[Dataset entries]
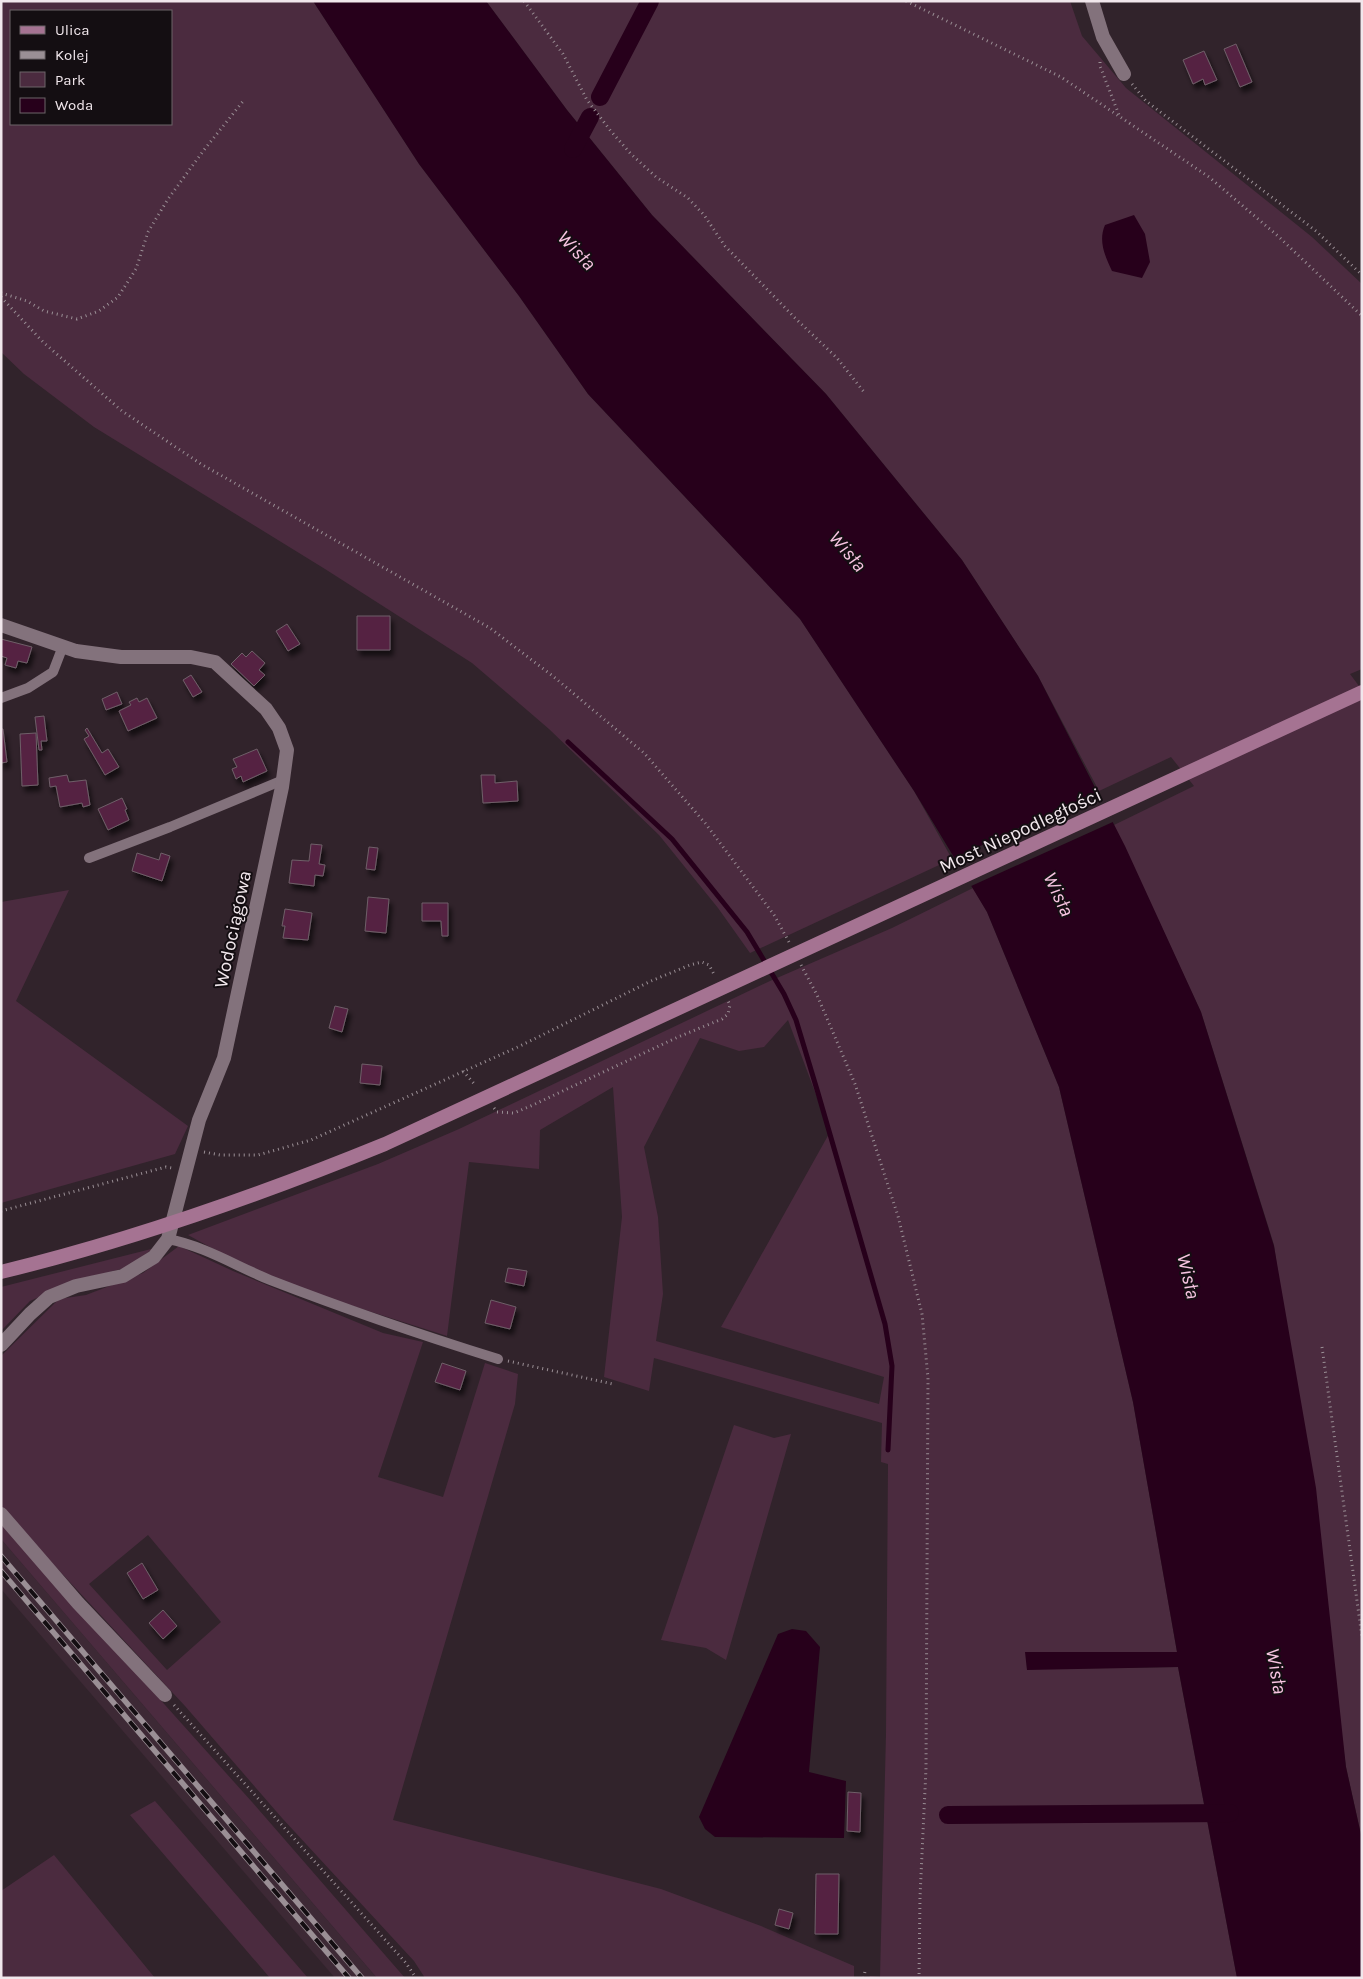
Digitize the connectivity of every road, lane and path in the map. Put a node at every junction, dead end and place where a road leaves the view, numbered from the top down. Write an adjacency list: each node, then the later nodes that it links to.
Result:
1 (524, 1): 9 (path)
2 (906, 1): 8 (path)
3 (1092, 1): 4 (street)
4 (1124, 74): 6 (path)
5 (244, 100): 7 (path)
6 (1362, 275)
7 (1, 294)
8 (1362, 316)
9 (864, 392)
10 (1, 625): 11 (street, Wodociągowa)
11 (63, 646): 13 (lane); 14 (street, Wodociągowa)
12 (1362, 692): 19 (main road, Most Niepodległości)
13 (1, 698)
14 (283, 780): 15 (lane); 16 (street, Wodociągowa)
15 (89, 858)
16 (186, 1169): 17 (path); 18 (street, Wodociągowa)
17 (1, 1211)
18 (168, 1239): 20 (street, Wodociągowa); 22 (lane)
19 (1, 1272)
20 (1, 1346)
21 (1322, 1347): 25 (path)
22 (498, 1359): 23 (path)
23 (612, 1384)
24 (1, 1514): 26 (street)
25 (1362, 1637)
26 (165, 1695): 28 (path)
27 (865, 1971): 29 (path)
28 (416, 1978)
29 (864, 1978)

...

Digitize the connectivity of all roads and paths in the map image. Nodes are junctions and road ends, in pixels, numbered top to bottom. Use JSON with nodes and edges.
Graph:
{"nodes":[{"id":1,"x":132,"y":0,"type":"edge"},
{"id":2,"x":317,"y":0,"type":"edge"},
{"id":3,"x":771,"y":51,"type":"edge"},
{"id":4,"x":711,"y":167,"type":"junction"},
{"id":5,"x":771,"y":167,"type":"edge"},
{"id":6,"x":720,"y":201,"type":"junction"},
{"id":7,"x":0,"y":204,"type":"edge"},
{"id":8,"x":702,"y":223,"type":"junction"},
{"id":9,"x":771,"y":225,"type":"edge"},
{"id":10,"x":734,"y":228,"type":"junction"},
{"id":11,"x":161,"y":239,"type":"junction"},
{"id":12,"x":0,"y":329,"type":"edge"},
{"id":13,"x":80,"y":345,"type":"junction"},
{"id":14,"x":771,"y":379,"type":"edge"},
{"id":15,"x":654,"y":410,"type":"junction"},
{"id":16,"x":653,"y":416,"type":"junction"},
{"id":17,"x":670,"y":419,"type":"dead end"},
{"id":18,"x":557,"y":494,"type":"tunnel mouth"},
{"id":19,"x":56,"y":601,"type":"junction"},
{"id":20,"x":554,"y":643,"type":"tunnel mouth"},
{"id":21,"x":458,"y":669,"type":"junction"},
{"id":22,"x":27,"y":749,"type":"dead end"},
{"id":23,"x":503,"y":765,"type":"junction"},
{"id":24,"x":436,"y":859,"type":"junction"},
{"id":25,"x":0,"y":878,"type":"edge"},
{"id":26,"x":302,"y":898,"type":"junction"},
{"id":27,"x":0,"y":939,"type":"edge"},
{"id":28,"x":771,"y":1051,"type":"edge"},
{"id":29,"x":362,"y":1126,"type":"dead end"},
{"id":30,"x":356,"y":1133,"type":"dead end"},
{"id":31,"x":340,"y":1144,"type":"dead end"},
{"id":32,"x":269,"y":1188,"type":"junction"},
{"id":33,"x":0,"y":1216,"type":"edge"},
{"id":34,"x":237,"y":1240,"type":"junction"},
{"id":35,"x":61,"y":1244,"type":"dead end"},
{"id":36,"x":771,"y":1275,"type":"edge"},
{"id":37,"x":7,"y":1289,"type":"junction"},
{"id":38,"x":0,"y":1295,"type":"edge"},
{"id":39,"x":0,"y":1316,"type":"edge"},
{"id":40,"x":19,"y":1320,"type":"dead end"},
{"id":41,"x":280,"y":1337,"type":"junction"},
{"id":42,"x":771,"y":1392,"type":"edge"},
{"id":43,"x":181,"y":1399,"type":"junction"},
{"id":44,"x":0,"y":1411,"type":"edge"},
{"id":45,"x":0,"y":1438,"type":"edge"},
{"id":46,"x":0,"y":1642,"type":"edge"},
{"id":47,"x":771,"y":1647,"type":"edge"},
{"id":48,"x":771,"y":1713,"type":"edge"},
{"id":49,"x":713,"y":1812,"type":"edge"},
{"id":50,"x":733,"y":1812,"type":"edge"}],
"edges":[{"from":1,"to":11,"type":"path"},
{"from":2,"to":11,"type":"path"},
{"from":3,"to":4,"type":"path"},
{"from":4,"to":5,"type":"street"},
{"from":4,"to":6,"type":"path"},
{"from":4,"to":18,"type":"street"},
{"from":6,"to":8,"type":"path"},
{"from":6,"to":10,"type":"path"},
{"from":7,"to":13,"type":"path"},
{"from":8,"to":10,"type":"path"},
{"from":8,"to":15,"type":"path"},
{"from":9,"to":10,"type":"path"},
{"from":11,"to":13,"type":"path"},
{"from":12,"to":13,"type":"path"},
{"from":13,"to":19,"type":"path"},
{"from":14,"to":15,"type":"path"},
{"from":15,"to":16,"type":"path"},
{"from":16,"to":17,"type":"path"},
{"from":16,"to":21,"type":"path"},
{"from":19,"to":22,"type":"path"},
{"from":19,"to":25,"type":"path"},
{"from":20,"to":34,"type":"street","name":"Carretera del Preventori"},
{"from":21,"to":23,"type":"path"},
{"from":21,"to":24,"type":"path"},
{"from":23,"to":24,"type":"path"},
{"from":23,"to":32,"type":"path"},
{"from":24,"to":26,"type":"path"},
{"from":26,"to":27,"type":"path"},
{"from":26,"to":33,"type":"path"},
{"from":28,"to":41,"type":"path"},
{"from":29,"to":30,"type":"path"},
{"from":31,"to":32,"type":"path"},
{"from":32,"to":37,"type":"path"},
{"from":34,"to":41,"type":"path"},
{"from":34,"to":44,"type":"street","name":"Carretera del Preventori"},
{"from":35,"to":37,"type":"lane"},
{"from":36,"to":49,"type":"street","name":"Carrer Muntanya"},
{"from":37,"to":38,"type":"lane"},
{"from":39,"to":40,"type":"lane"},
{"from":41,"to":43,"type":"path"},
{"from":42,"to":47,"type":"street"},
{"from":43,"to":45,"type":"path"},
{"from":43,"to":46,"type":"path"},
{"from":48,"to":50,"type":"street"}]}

YOUR OBJECTIVE:
Look for the string "Digitize" in the entries above. Copy every line that has it.

FINAL ANSWER:
Digitize the connectivity of every road, lane and path in the map. Put a node at every junction, dead end and place where a road leaves the view, numbered from the top down. Write an adjacency list: each node, then the later nodes that it links to.
Digitize the connectivity of all roads and paths in the map image. Nodes are junctions and road ends, in pixels, numbered top to bottom. Use JSON with nodes and edges.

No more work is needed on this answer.